Ainsi, ce court texte, rappelant l’époque des attentats commis par l’extrême gauche et examinant aujourd’hui la notion d’engagement politique, prend une allure de testament. Il est aussi très représentatif d’un style concis caractéristique de l’auteur de Montedidio et de l’ampleur philosophique de son travail romanesque.
A travers leurs échanges ce sont deux générations qui s’affrontent, deux conceptions radicalement opposées de ce que doivent être les lois qui régissent une société
Ici, tout repose sur la capacité de chaque personnage à prendre l’ascendant sur son interlocuteur, uniquement par ses paroles et la force de son raisonnement. L’activiste défait l’argumentaire du magistrat avec méthode et détermination. Compte tenu de son jeune âge, ce magistrat pourrait être son fils, et à travers leurs échanges ce sont deux générations qui s’affrontent, deux conceptions radicalement opposées de ce que doivent être les lois qui régissent une société.

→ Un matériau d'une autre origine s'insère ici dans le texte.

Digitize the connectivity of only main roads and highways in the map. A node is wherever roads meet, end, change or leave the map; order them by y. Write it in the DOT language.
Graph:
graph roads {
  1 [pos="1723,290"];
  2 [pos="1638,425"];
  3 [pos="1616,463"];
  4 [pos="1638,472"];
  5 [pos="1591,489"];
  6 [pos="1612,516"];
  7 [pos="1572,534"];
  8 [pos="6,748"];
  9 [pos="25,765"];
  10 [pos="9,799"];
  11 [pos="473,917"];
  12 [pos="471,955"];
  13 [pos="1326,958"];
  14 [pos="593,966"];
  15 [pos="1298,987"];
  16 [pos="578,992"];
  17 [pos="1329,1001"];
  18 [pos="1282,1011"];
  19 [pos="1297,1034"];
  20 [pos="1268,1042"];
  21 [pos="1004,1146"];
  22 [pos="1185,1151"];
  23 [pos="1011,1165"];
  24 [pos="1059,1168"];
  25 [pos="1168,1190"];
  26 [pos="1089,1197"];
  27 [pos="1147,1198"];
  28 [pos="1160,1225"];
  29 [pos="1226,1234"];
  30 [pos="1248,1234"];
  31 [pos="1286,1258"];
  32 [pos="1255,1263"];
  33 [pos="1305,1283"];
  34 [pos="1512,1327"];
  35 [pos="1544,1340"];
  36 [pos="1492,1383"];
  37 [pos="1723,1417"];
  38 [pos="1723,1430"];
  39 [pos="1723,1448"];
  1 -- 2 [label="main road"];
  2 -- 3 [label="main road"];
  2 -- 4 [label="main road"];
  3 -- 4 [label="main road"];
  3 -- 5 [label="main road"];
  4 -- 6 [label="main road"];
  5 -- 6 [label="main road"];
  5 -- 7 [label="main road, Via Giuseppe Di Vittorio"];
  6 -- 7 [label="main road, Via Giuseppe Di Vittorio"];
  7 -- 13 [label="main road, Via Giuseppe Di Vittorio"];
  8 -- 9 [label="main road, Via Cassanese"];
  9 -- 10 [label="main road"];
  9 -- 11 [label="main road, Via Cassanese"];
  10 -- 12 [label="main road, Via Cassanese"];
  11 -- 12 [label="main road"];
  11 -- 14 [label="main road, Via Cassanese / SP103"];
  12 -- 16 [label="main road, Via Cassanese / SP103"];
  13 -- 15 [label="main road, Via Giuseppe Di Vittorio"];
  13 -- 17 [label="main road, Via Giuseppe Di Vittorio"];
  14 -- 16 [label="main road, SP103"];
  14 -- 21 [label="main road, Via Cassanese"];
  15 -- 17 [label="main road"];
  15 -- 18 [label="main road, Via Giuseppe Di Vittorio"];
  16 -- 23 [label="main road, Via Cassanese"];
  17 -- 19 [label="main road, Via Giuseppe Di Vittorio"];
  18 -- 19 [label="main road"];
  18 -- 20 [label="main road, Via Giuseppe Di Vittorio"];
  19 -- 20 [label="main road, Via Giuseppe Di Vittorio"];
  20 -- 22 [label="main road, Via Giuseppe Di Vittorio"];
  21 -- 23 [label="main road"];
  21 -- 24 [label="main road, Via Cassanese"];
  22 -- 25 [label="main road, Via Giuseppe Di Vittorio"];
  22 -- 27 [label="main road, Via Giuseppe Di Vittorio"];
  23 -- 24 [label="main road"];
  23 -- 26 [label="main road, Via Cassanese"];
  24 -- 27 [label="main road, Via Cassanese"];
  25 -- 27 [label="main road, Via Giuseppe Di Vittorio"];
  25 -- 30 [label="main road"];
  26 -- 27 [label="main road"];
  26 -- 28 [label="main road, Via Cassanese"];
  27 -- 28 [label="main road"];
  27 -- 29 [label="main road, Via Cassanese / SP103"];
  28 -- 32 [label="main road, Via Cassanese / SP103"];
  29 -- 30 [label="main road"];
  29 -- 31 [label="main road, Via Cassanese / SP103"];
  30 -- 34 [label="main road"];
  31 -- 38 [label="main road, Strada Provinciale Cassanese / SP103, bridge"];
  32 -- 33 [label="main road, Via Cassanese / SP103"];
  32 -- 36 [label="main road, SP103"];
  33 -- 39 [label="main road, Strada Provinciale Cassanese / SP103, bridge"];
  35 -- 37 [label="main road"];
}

“Le monde s’est retourné comme un gant. Ce XXe siècle est un temps si périmé qu’il est incompréhensible pour ceux qui sont venus après”, constate le vieux militant. Entre les âpres séances d’interrogatoire, l’accusé rejoint la cellule où il a été placé à l’isolement. Seul, il rédige à l’intention d’une lointaine femme aimée une longue lettre qu’il n’enverra pas. Dans cette lumineuse confession apparaît un idéal de relations humaines fondées sur la confiance, la liberté et le respect.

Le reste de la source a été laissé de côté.